Tektonで実行したいテストコードがTestcontainersを使っているため、TektonでTestcontainersを試しました。

[Docker-in-Docker (DinD)](https://www.testcontainers.org/supported_docker_environment/continuous_integration/dind_patterns/#docker-in-docker)以外に実現する方法がわかりませんでした。
KubernetesでDinDを使うには`privileged: true`の設定が必要なので、セキュリティ観点でイマイチですが、実行した方法をメモします。

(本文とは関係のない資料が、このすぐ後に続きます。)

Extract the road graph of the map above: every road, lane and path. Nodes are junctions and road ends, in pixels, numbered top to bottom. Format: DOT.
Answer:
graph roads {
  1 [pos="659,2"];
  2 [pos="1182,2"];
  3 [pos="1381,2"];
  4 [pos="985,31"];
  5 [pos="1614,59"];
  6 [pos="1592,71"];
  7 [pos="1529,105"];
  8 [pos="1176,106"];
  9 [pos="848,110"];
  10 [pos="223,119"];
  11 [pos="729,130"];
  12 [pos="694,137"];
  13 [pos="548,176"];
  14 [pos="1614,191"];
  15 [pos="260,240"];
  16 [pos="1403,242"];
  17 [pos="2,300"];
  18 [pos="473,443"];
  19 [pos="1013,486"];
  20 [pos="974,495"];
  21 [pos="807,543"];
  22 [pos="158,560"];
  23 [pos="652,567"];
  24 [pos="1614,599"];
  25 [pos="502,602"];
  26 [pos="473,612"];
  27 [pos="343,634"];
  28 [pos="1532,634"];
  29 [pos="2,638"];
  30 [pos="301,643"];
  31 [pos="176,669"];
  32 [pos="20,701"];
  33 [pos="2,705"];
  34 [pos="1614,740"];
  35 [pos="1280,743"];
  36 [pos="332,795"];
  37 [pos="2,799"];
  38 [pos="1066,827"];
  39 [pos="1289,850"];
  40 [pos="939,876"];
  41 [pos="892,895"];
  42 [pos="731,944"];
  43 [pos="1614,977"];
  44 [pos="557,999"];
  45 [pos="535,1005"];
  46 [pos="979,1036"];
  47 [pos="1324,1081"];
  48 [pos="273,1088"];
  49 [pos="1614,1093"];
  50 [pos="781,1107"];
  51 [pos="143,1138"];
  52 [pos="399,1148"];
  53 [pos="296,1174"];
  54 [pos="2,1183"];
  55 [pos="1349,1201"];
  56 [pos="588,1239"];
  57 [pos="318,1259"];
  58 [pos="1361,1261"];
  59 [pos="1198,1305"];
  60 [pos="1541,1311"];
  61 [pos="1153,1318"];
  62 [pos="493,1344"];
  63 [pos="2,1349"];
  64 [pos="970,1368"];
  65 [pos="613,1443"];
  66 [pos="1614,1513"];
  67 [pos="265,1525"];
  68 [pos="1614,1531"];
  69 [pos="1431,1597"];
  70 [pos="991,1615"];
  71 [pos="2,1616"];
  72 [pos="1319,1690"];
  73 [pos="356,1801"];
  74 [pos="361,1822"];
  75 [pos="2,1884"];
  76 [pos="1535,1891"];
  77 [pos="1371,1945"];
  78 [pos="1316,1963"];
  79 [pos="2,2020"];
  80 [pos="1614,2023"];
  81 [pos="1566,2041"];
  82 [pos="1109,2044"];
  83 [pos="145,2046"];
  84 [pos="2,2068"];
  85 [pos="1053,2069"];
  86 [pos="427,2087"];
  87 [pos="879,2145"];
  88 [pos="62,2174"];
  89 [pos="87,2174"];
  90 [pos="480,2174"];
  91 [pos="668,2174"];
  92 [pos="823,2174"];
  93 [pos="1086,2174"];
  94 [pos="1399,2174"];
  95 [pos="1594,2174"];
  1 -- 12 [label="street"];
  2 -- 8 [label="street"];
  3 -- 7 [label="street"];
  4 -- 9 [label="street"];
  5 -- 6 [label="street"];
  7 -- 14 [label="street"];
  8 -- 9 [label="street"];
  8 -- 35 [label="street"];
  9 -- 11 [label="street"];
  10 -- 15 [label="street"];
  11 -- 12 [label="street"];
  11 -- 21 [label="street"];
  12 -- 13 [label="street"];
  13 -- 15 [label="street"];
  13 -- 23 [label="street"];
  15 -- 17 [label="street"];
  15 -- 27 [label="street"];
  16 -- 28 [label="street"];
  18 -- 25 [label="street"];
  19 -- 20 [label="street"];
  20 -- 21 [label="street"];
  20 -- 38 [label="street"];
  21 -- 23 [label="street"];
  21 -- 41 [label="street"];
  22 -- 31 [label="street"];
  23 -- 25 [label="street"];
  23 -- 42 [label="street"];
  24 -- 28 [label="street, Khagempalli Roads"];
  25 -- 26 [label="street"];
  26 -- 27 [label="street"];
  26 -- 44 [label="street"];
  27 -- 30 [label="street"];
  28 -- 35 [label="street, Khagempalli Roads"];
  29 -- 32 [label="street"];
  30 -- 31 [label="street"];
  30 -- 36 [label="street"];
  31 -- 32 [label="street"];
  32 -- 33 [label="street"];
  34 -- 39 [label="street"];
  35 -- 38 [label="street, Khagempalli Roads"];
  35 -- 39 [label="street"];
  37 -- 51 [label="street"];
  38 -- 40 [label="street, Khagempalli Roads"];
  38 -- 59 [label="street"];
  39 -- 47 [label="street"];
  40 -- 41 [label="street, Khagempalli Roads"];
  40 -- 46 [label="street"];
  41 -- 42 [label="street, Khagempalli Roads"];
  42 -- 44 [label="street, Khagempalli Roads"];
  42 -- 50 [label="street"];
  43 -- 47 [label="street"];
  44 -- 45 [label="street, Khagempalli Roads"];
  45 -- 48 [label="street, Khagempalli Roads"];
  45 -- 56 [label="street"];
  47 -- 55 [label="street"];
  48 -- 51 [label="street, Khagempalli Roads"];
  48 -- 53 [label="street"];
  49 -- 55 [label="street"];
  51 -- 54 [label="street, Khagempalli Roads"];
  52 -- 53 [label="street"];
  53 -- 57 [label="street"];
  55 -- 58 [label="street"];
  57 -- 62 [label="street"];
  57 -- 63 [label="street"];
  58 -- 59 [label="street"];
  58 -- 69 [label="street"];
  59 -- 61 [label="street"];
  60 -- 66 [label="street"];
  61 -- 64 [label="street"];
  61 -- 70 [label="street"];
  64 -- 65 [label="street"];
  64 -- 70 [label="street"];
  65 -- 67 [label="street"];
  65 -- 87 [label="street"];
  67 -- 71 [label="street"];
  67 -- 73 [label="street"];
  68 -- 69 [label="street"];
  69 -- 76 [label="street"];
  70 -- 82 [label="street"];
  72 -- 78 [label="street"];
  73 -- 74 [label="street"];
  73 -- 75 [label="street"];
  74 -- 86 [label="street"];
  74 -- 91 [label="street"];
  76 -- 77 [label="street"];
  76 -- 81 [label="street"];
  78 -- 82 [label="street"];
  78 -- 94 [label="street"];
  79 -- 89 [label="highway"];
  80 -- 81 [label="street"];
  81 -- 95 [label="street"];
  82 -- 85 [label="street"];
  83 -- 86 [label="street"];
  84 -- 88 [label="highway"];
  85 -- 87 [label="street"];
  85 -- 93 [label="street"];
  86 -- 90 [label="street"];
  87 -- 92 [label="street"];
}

[こちらのサンプル](https://github.com/eddumelendez/testcontainers-samples/blob/main/tekton.yaml)を参考にしました。


Pipelineの定義

```yaml
cat <<'EOF' > unit-test.yaml
---
apiVersion: tekton.dev/v1beta1
kind: Pipeline
metadata:
  name: unit-test
spec:
  workspaces:
  - name: cache
  tasks:
  - name: mvn-test
    workspaces:
    - name: cache
      workspace: cache
    taskSpec:
      volumes:
      - name: dind-storage
        emptyDir: { }
      - name: dind-socket
        emptyDir: { }
      workspaces:
      - name: cache
      sidecars:
      - name: docker
        image: docker:20.10-dind
        securityContext:
          privileged: true
        volumeMounts:
        - mountPath: /var/lib/docker
          name: dind-storage
        - mountPath: /var/run/
          name: dind-socket
      steps:
      - name: git-clone
        image: alpine/git
        workingDir: /workspace
        script: |
          #!/usr/bin/env sh
          git clone https://github.com/categolj/blog-api 
      - name: mvn-test
        image: eclipse-temurin:17
        workingDir: /workspace
        volumeMounts:
        - mountPath: /var/run/
          name: dind-socket
        script: |
          #!/bin/bash
          set -ex
          cd blog-api
          rm -rf ~/.m2
          mkdir -p $(workspaces.cache.path)/.m2
          ln -fs $(workspaces.cache.path)/.m2 ~/.m2          
          ./mvnw test -V
EOF
```

キャッシュ用のPVC

```yaml
cat <<'EOF' > unit-test-pipeline-cache.yaml
---
apiVersion: v1
kind: PersistentVolumeClaim
metadata:
  name: unit-test-pipeline-cache
spec:
  accessModes:
  - ReadWriteOnce
  resources:
    requests:
      storage: 1Gi
EOF
```

PipelineRunの定義

```yaml
cat <<'EOF' > unit-test-run.yaml
---
apiVersion: tekton.dev/v1beta1
kind: PipelineRun
metadata:
  generateName: unit-test-run-
spec:
  pipelineRef:
    name: unit-test
  workspaces:
  - name: cache
    persistentVolumeClaim:
      claimName: unit-test-pipeline-cache
EOF
```

実行方法

```yaml
kubectl apply -f unit-test.yaml
kubectl apply -f unit-test-pipeline-cache.yaml
kubectl create -f unit-test-run.yaml
```